* ACTION ITEM *
Please return the listing below exactly, without any of its pictures.
[Opening THE RECORDS section]
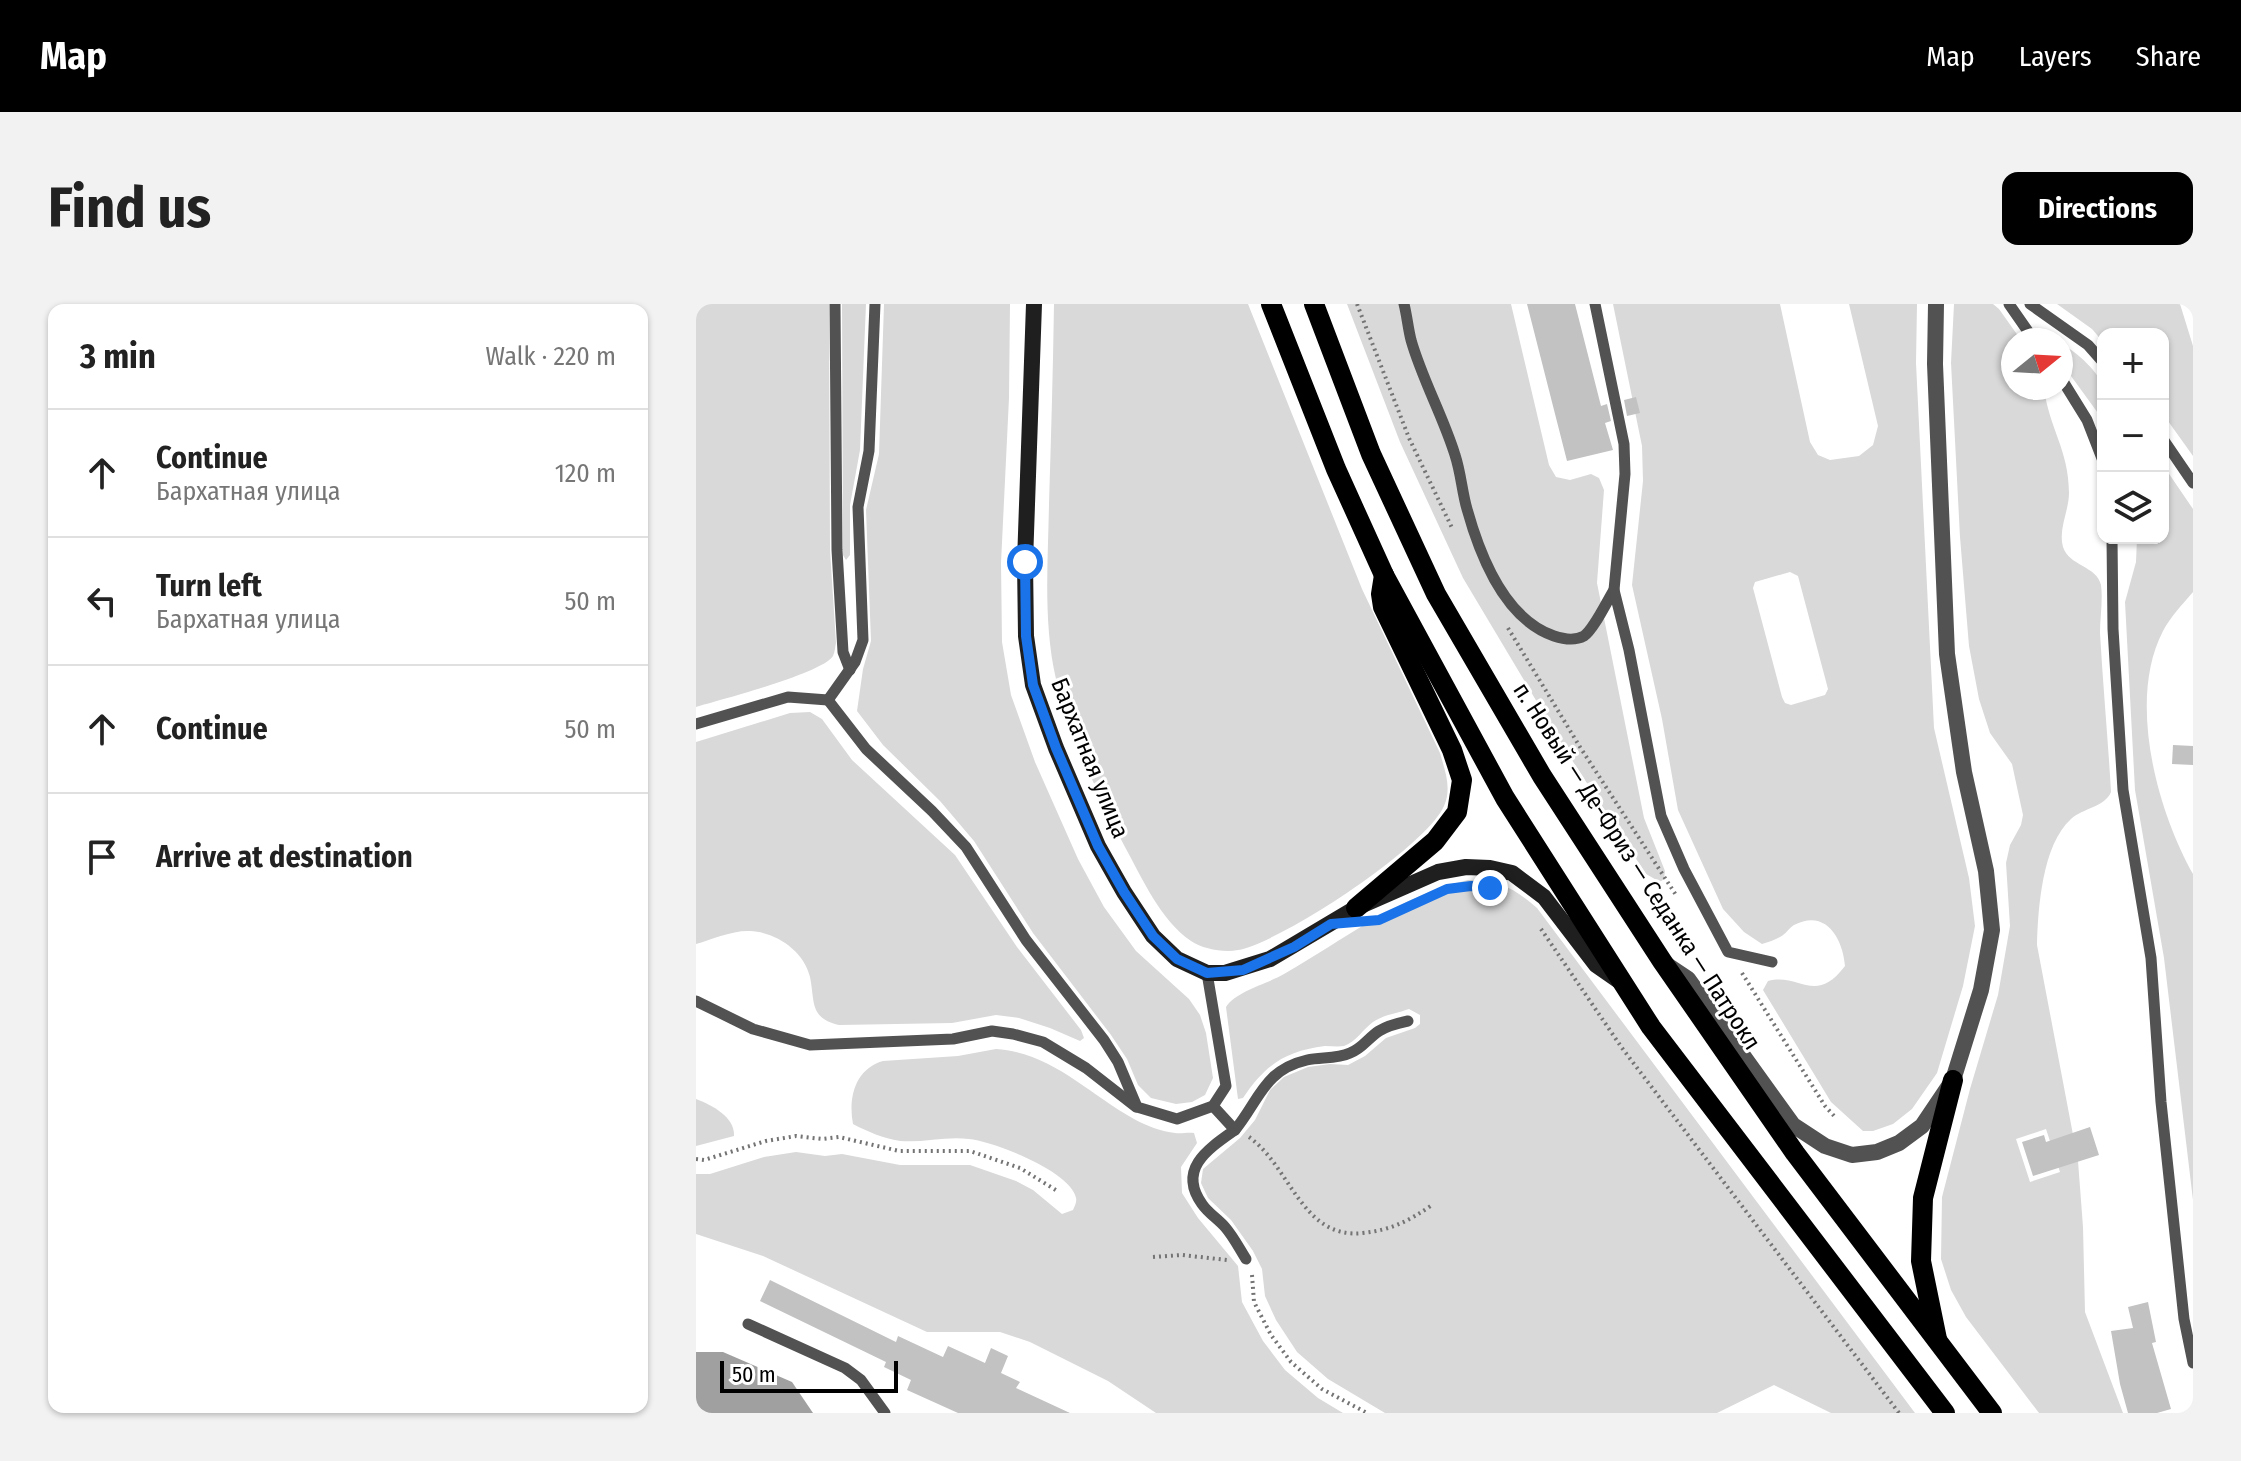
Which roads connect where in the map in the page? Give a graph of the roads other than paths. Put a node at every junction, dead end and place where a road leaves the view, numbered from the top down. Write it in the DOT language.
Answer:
graph roads {
  1 [pos="835,304"];
  2 [pos="875,304"];
  3 [pos="1034,304"];
  4 [pos="1271,304"];
  5 [pos="1314,304"];
  6 [pos="1404,304"];
  7 [pos="1595,304"];
  8 [pos="1936,304"];
  9 [pos="2009,304"];
  10 [pos="2030,304"];
  11 [pos="2026,328"];
  12 [pos="2097,355"];
  13 [pos="2073,397"];
  14 [pos="2097,446"];
  15 [pos="2169,448"];
  16 [pos="2193,483"];
  17 [pos="2112,544"];
  18 [pos="1384,575"];
  19 [pos="1614,590"];
  20 [pos="850,670"];
  21 [pos="828,700"];
  22 [pos="696,724"];
  23 [pos="1356,908"];
  24 [pos="1662,961"];
  25 [pos="1772,962"];
  26 [pos="1207,973"];
  27 [pos="1621,982"];
  28 [pos="696,1001"];
  29 [pos="1408,1021"];
  30 [pos="1953,1080"];
  31 [pos="1213,1106"];
  32 [pos="1137,1107"];
  33 [pos="1235,1130"];
  34 [pos="1246,1259"];
  35 [pos="748,1324"];
  36 [pos="1938,1343"];
  37 [pos="2193,1363"];
  38 [pos="885,1413"];
  39 [pos="1945,1413"];
  40 [pos="1992,1413"];
  1 -- 20 [label="lane"];
  2 -- 20 [label="lane"];
  3 -- 26 [label="main road, Бархатная улица"];
  4 -- 18 [label="main road"];
  5 -- 24 [label="main road, п. Новый — Де-Фриз — Седанка — Патрокл"];
  6 -- 19 [label="lane"];
  7 -- 19 [label="lane"];
  8 -- 30 [label="street"];
  9 -- 11 [label="lane"];
  10 -- 12 [label="lane"];
  13 -- 14 [label="lane"];
  15 -- 16 [label="lane"];
  17 -- 37 [label="lane"];
  18 -- 23 [label="main road"];
  18 -- 27 [label="main road"];
  19 -- 25 [label="lane"];
  20 -- 21 [label="lane"];
  21 -- 22 [label="lane"];
  21 -- 32 [label="lane"];
  23 -- 26 [label="main road"];
  23 -- 27 [label="main road"];
  24 -- 30 [label="street"];
  24 -- 36 [label="main road, п. Новый — Де-Фриз — Седанка — Патрокл"];
  26 -- 31 [label="lane"];
  27 -- 39 [label="main road"];
  28 -- 32 [label="lane"];
  29 -- 33 [label="lane"];
  30 -- 36 [label="main road"];
  31 -- 32 [label="lane"];
  31 -- 33 [label="lane"];
  33 -- 34 [label="lane"];
  35 -- 38 [label="lane"];
  36 -- 40 [label="main road, п. Новый — Де-Фриз — Седанка — Патрокл"];
}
[Closing THE RECORDS section]
* REPLY TO THE EXERCISE *
Which roads connect where in the map in the page? Give a graph of the roads other than paths. Put a node at every junction, dead end and place where a road leaves the view, numbered from the top down. Write it in the DOT language.
Answer:
graph roads {
  1 [pos="835,304"];
  2 [pos="875,304"];
  3 [pos="1034,304"];
  4 [pos="1271,304"];
  5 [pos="1314,304"];
  6 [pos="1404,304"];
  7 [pos="1595,304"];
  8 [pos="1936,304"];
  9 [pos="2009,304"];
  10 [pos="2030,304"];
  11 [pos="2026,328"];
  12 [pos="2097,355"];
  13 [pos="2073,397"];
  14 [pos="2097,446"];
  15 [pos="2169,448"];
  16 [pos="2193,483"];
  17 [pos="2112,544"];
  18 [pos="1384,575"];
  19 [pos="1614,590"];
  20 [pos="850,670"];
  21 [pos="828,700"];
  22 [pos="696,724"];
  23 [pos="1356,908"];
  24 [pos="1662,961"];
  25 [pos="1772,962"];
  26 [pos="1207,973"];
  27 [pos="1621,982"];
  28 [pos="696,1001"];
  29 [pos="1408,1021"];
  30 [pos="1953,1080"];
  31 [pos="1213,1106"];
  32 [pos="1137,1107"];
  33 [pos="1235,1130"];
  34 [pos="1246,1259"];
  35 [pos="748,1324"];
  36 [pos="1938,1343"];
  37 [pos="2193,1363"];
  38 [pos="885,1413"];
  39 [pos="1945,1413"];
  40 [pos="1992,1413"];
  1 -- 20 [label="lane"];
  2 -- 20 [label="lane"];
  3 -- 26 [label="main road, Бархатная улица"];
  4 -- 18 [label="main road"];
  5 -- 24 [label="main road, п. Новый — Де-Фриз — Седанка — Патрокл"];
  6 -- 19 [label="lane"];
  7 -- 19 [label="lane"];
  8 -- 30 [label="street"];
  9 -- 11 [label="lane"];
  10 -- 12 [label="lane"];
  13 -- 14 [label="lane"];
  15 -- 16 [label="lane"];
  17 -- 37 [label="lane"];
  18 -- 23 [label="main road"];
  18 -- 27 [label="main road"];
  19 -- 25 [label="lane"];
  20 -- 21 [label="lane"];
  21 -- 22 [label="lane"];
  21 -- 32 [label="lane"];
  23 -- 26 [label="main road"];
  23 -- 27 [label="main road"];
  24 -- 30 [label="street"];
  24 -- 36 [label="main road, п. Новый — Де-Фриз — Седанка — Патрокл"];
  26 -- 31 [label="lane"];
  27 -- 39 [label="main road"];
  28 -- 32 [label="lane"];
  29 -- 33 [label="lane"];
  30 -- 36 [label="main road"];
  31 -- 32 [label="lane"];
  31 -- 33 [label="lane"];
  33 -- 34 [label="lane"];
  35 -- 38 [label="lane"];
  36 -- 40 [label="main road, п. Новый — Де-Фриз — Седанка — Патрокл"];
}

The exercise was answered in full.